##### DATA TO EXAMINE #####

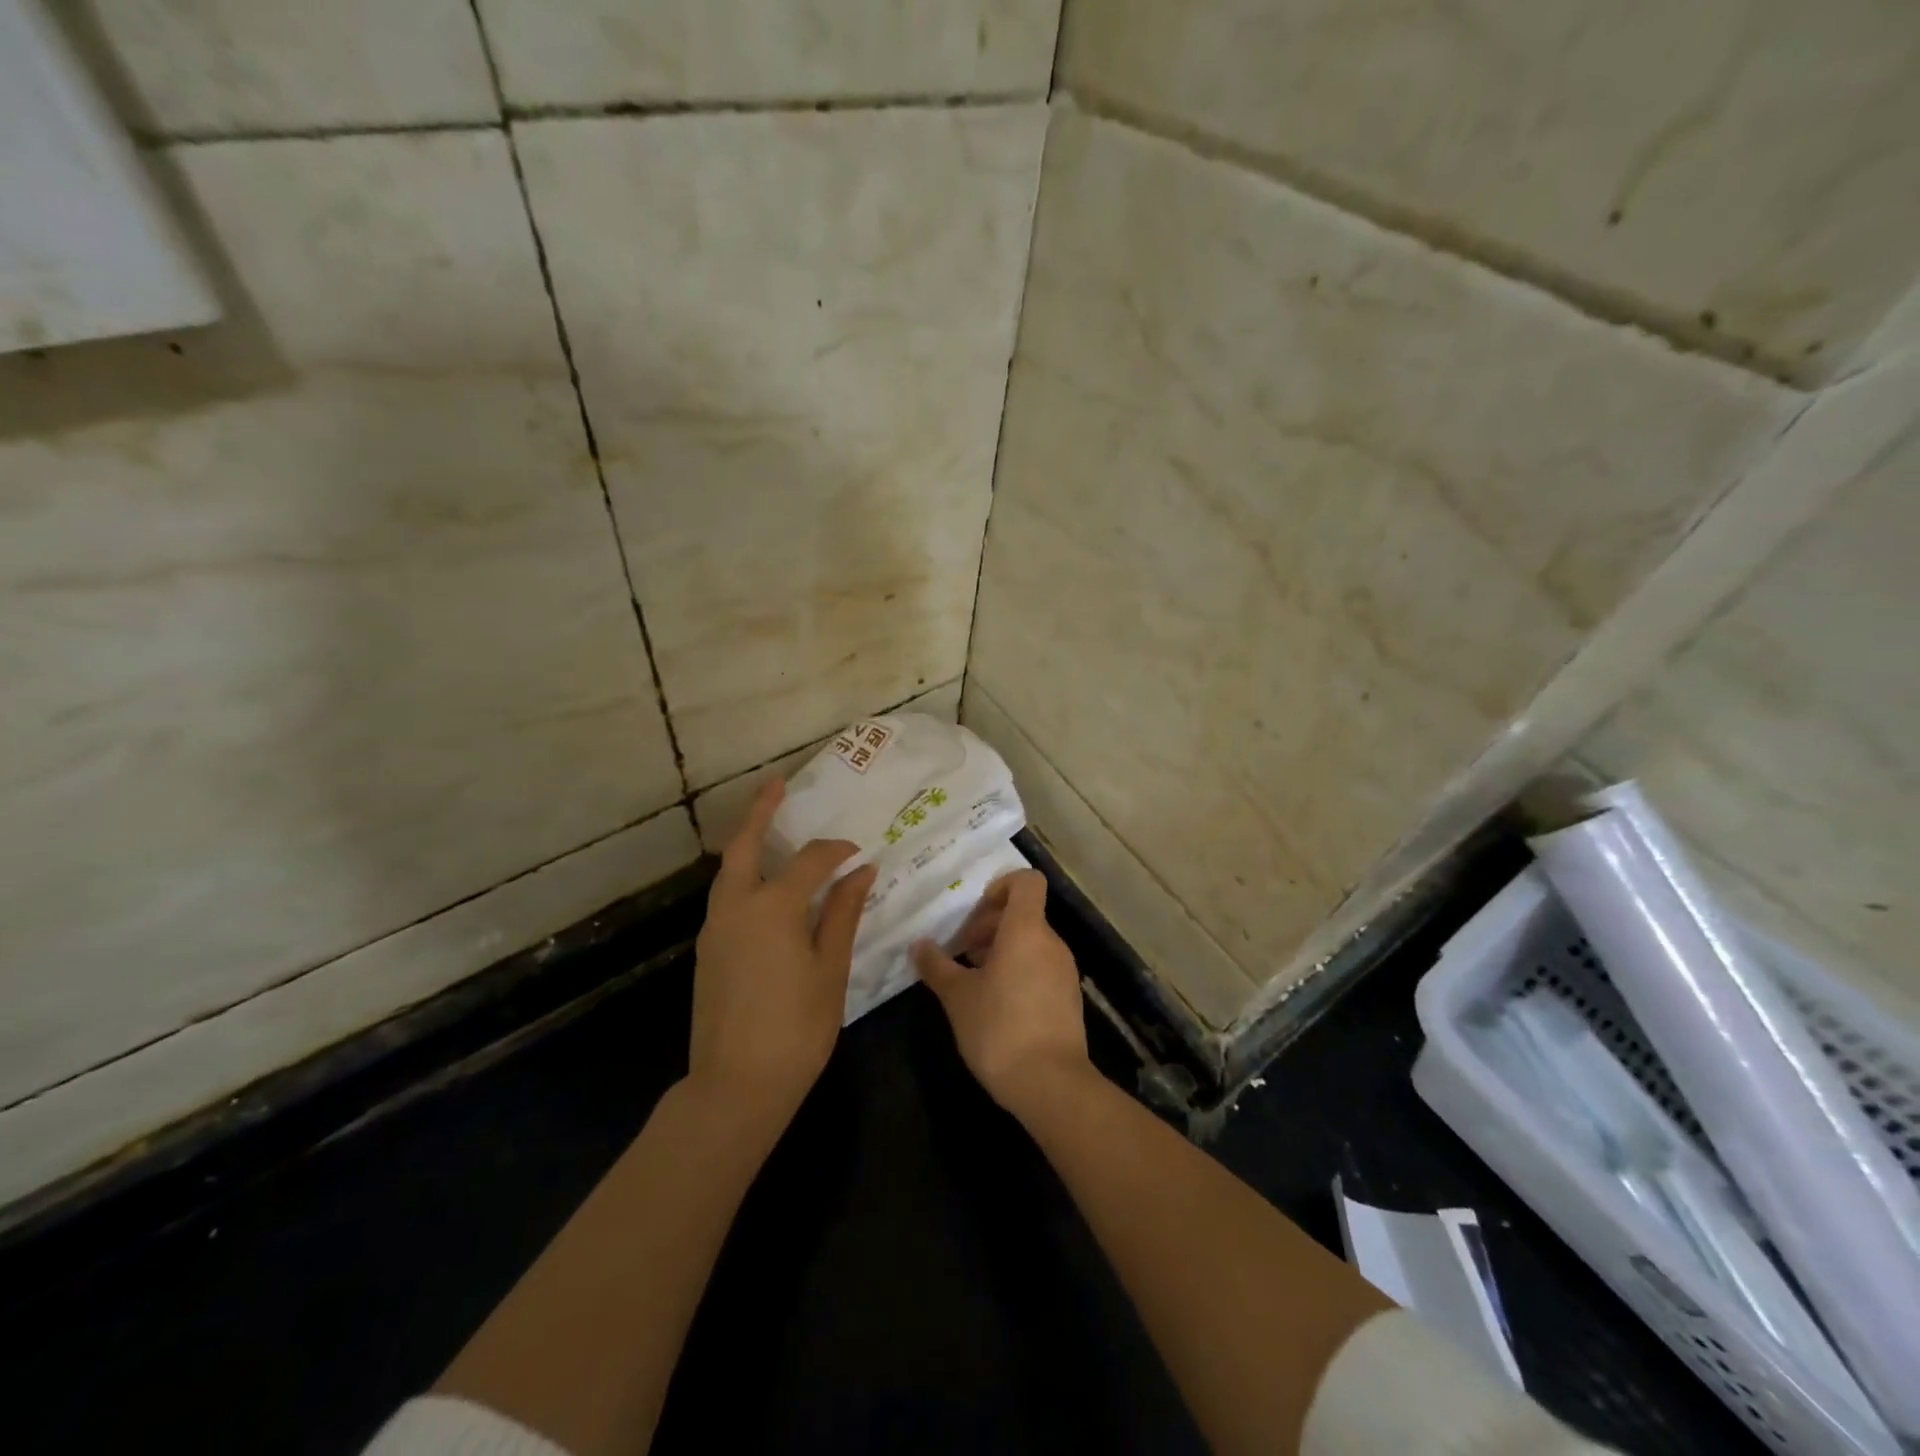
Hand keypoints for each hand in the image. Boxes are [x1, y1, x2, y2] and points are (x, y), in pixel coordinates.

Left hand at [690, 778, 876, 1133]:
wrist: (736, 1085)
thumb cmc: (796, 1029)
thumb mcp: (830, 969)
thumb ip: (842, 914)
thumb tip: (861, 871)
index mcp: (772, 908)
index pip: (809, 861)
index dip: (836, 852)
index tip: (859, 854)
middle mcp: (736, 907)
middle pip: (745, 846)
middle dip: (760, 811)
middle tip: (777, 784)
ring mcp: (715, 928)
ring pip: (729, 871)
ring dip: (749, 843)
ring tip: (771, 826)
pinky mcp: (707, 950)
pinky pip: (726, 896)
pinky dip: (744, 876)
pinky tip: (766, 886)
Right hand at [912, 870, 1089, 1116]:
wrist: (1051, 1084)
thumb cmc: (999, 1029)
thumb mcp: (958, 997)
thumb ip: (937, 966)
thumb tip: (918, 945)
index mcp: (1026, 930)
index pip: (1026, 881)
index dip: (1001, 886)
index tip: (974, 912)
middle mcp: (1051, 942)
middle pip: (1024, 913)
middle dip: (989, 924)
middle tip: (961, 950)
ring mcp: (1064, 970)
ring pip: (1031, 941)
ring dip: (1001, 949)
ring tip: (972, 977)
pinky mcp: (1068, 997)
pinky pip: (1040, 966)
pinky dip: (1018, 970)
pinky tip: (995, 1002)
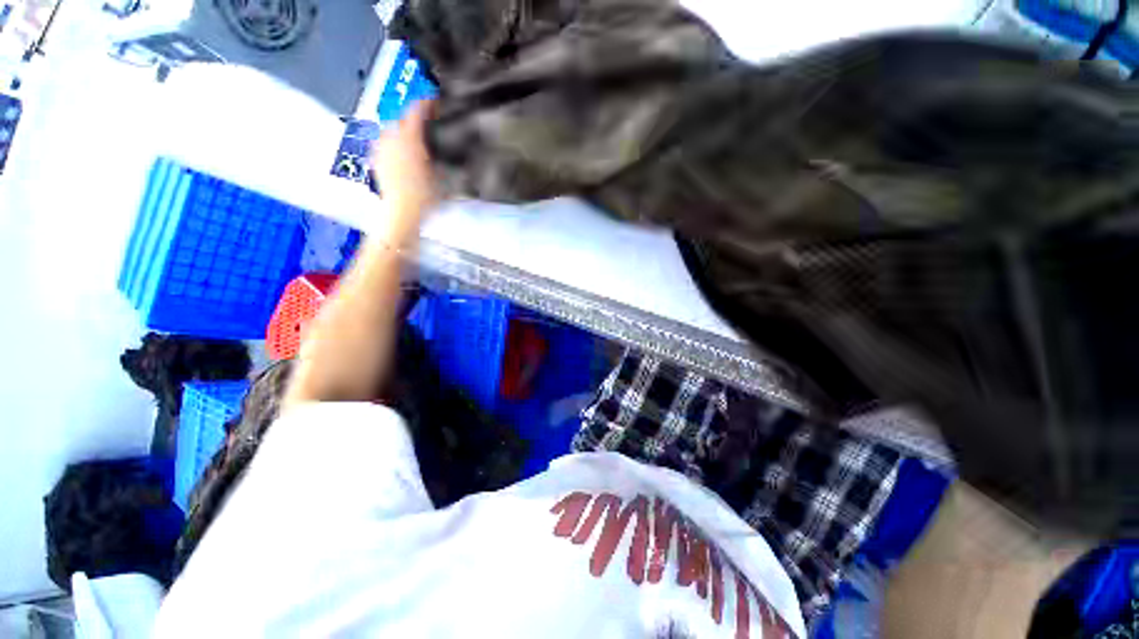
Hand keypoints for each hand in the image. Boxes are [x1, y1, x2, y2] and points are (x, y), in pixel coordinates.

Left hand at [372, 100, 436, 244]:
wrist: (401, 213)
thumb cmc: (424, 197)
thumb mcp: (442, 177)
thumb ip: (442, 159)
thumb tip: (446, 150)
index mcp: (410, 138)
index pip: (417, 110)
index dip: (427, 102)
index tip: (435, 100)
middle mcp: (392, 138)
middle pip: (403, 119)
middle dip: (414, 120)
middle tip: (428, 127)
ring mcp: (381, 149)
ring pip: (392, 131)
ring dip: (403, 133)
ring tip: (415, 142)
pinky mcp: (375, 160)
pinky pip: (385, 145)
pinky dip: (394, 145)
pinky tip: (402, 156)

#####

WORK TO COMPLETE — Beginning at the line above that contains "index dip: (1001, 886)" and going on through the line that contains "pinky mcp: (375, 160)", please copy every line exactly, leaving the pictures out and adding nothing.

SOLUTION TO THE EXERCISE —
index dip: (1001, 886)
index tip: (974, 912)
middle mcp: (1051, 942)
middle pip: (1024, 913)
middle dip: (989, 924)
middle tip: (961, 950)
ring mcp: (1064, 970)
ring pip: (1031, 941)
ring dip: (1001, 949)
ring tip: (972, 977)
pinky mcp: (1068, 997)
pinky pip: (1040, 966)
pinky dip: (1018, 970)
pinky tip: (995, 1002)
Hand keypoints for each hand in the image. Boxes are [x1, y1, x2, y2] and points are (x, y), in pixel coordinates.

Left hand at [372, 100, 436, 244]:
wrist: (401, 213)
thumb cmc: (424, 197)
thumb mcp: (442, 177)
thumb ip: (442, 159)
thumb tip: (446, 150)
index mcp: (410, 138)
index pip: (417, 110)
index dip: (427, 102)
index tip: (435, 100)
middle mcp: (392, 138)
middle pip: (403, 119)
middle dip: (414, 120)
middle tip: (428, 127)
ring mcp: (381, 149)
ring pip: (392, 131)
ring dip: (403, 133)
ring tip: (415, 142)
pinky mcp: (375, 160)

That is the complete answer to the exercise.